我用的ubuntu14.4，直接用apt-get命令就行

sudo apt-get install Python-bs4

2、安装解析器

Beautiful Soup支持Python标准库中的HTML解析器，还支持一些第三方的解析器，其中一个是lxml。

sudo apt-get install Python-lxml

3、如何使用

将一段文档传入BeautifulSoup的构造方法，就能得到一个文档的对象，可以传入一段字符串或一个文件句柄。

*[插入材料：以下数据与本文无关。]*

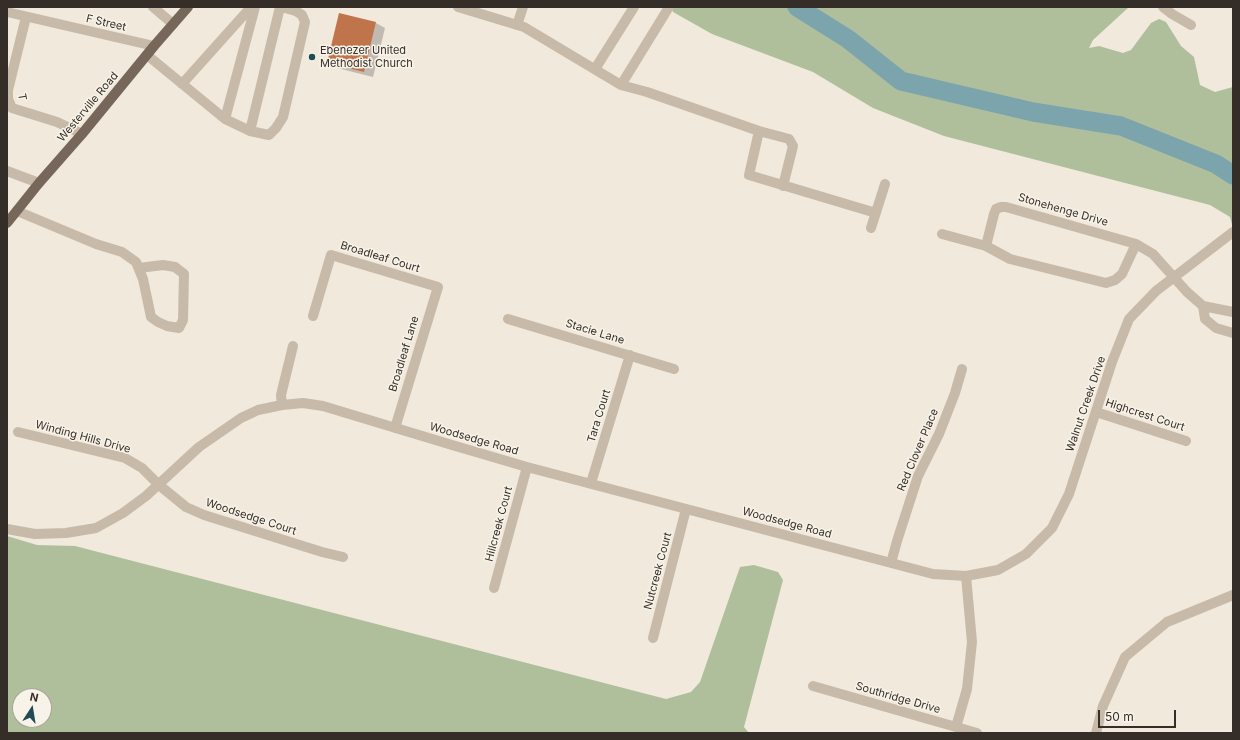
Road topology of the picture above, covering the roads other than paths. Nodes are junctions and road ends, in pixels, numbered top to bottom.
1 (153, 7) edge
2 (188, 7) edge
3 (251, 7) edge
4 (255, 7) edge
5 (281, 7) edge
6 (458, 7) edge
7 (523, 7) edge
8 (634, 7) edge
9 (669, 7) edge
10 (1163, 7) edge
11 (7, 12) edge
12 (26, 17) junction
13 (173, 24) junction
14 (517, 25) junction
15 (1191, 25) dead end
16 (154, 46) junction
17 (146, 55) junction
18 (595, 70) junction
19 (10, 71) edge
20 (182, 84) junction
21 (621, 85) junction
22 (225, 119) junction
23 (250, 131) junction
24 (759, 131) junction
25 (82, 134) junction
26 (7, 171) edge
27 (39, 183) junction
28 (885, 184) dead end
29 (784, 186) junction
30 (17, 211) junction
31 (876, 213) junction
32 (7, 223) edge
33 (871, 228) dead end
34 (1233, 232) edge
35 (942, 234) dead end
36 (1136, 244) junction
37 (986, 246) junction
38 (139, 268) junction
39 (1174, 276) junction
40 (438, 287) joint
41 (1203, 306) junction
42 (1233, 312) edge
43 (313, 316) dead end
44 (508, 318) dead end
45 (1233, 333) edge
46 (293, 346) dead end
47 (630, 356) junction
48 (674, 369) dead end
49 (962, 369) dead end
50 (282, 405) junction
51 (1096, 412) junction
52 (395, 428) junction
53 (18, 432) dead end
54 (1186, 441) dead end
55 (527, 467) junction
56 (590, 484) junction
57 (159, 485) junction
58 (686, 510) junction
59 (7, 529) edge
60 (343, 557) dead end
61 (891, 563) junction
62 (966, 576) junction
63 (494, 588) dead end
64 (1233, 595) edge
65 (653, 638) dead end
66 (813, 686) dead end
67 (956, 727) junction
68 (977, 733) edge
69 (1096, 733) edge

1 - 13 street
2 - 13 main road, Westerville Road
3 - 20 street
4 - 22 street
5 - 23 street
5 - 23 street
6 - 14 street
7 - 14 street
8 - 18 street
9 - 21 street
10 - 15 street
11 - 12 street, F Street
12 - 16 street, F Street
12 - 19 street, T
13 - 16 main road, Westerville Road
14 - 18 street
16 - 17 main road, Westerville Road
17 - 20 street
17 - 25 main road, Westerville Road
18 - 21 street
19 - 25 street, T
20 - 22 street
21 - 24 street
22 - 23 street
24 - 29 street
24 - 29 street
25 - 27 main road, Westerville Road
26 - 27 street
27 - 30 main road, Westerville Road
28 - 31 street
29 - 31 street
30 - 32 main road, Westerville Road
30 - 38 street
31 - 33 street
34 - 39 street, Walnut Creek Drive
35 - 37 street
36 - 37 street
36 - 37 street, Stonehenge Drive
36 - 39 street, Stonehenge Drive
38 - 38 street
39 - 41 street, Stonehenge Drive
39 - 51 street, Walnut Creek Drive
40 - 43 street, Broadleaf Court
40 - 52 street, Broadleaf Lane
41 - 42 street, Stonehenge Drive
41 - 45 street
44 - 47 street, Stacie Lane
46 - 50 street
47 - 48 street, Stacie Lane
47 - 56 street, Tara Court
49 - 61 street, Red Clover Place
50 - 52 street, Woodsedge Road
50 - 57 street, Woodsedge Road
51 - 54 street, Highcrest Court
51 - 62 street, Walnut Creek Drive
52 - 55 street, Woodsedge Road
53 - 57 street, Winding Hills Drive
55 - 56 street, Woodsedge Road
55 - 63 street, Hillcreek Court
56 - 58 street, Woodsedge Road
57 - 59 street, Woodsedge Road
57 - 60 street, Woodsedge Court
58 - 61 street, Woodsedge Road
58 - 65 street, Nutcreek Court
61 - 62 street, Woodsedge Road
62 - 67 street
64 - 69 street
66 - 67 street, Southridge Drive
67 - 68 street, Southridge Drive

from bs4 import BeautifulSoup

soup = BeautifulSoup(open("index.html"))

soup = BeautifulSoup("<html>data</html>")

4、对象的种类

Beautfiful Soup将复杂HTML文档转换成一个复杂的树形结构，每个节点都是Python对象，所有对象可以归纳为4种：tag，NavigableString，BeautifulSoup，Comment。

tag

Tag对象与XML或HMTL原生文档中的tag相同：

soup = BeautifulSoup('<b class="boldest">Extremely bold</b>')

tag = soup.b

type(tag)

# <class 'bs4.element.Tag'>

每个tag都有自己的名字，通过.name来获取：

tag.name

# u'b'

一个tag可能有很多属性。

tag['class']

# u'boldest'

tag.attrs

# {u'class': u'boldest'}

NavigableString

字符串常被包含在tag内。

tag.string

# u'Extremely bold'

type(tag.string)

# <class 'bs4.element.NavigableString'>

BeautifulSoup

BeautifulSoup对象表示的是一个文档的全部内容。

soup

<html><body><b class="boldest">Extremely bold</b></body></html>

type(soup)

<class 'bs4.BeautifulSoup'>

Comment

一般表示的是文档的注释部分。

5、遍历文档树

tag的名字

可以通过点取属性的方式获取tag，并且可以多次调用。

soup.head

# <head><title>The Dormouse's story</title></head>

soup.title

# <title>The Dormouse's story</title>

通过点取属性的方式只能获取当前名字的第一个tag：

soup.a

# <a class="sister" href="http://example.com/elsie" id="link1">Elsie</a>

如果想获取所有的a标签

soup.find_all('a')

# [<a class="sister" href="http://example.com/elsie" id="link1">Elsie</a>,

#  <a class="sister" href="http://example.com/lacie" id="link2">Lacie</a>,

#  <a class="sister" href="http://example.com/tillie" id="link3">Tillie</a>]

6、搜索文档树

Beautiful Soup最重要的搜索方法有两个：find（）,find_all()。

过滤器

最简单的过滤器是字符串

soup.find_all('b')

# [<b>The Dormouse's story</b>]

通过传入正则表达式来作为参数

import re

for tag in soup.find_all(re.compile("^b")):

    print(tag.name)

# body

# b

传入列表参数

soup.find_all(["a", "b"])

# [<b>The Dormouse's story</b>,

#  <a class="sister" href="http://example.com/elsie" id="link1">Elsie</a>,

#  <a class="sister" href="http://example.com/lacie" id="link2">Lacie</a>,

#  <a class="sister" href="http://example.com/tillie" id="link3">Tillie</a>]

如果没有合适的过滤器，还可以自定义方法

find_all()

find_all( name , attrs , recursive , text , **kwargs )

name参数

name参数可以查找所有名字为name的tag，比如title\head\body\p等等

keyword参数

如果一个指定名字的参数不是搜索内置的参数名,搜索时会把该参数当作指定名字tag的属性来搜索,如果包含一个名字为 id 的参数,Beautiful Soup会搜索每个tag的”id”属性.

soup.find_all(id='link2')

# [<a class="sister" href="http://example.com/lacie" id="link2">Lacie</a>]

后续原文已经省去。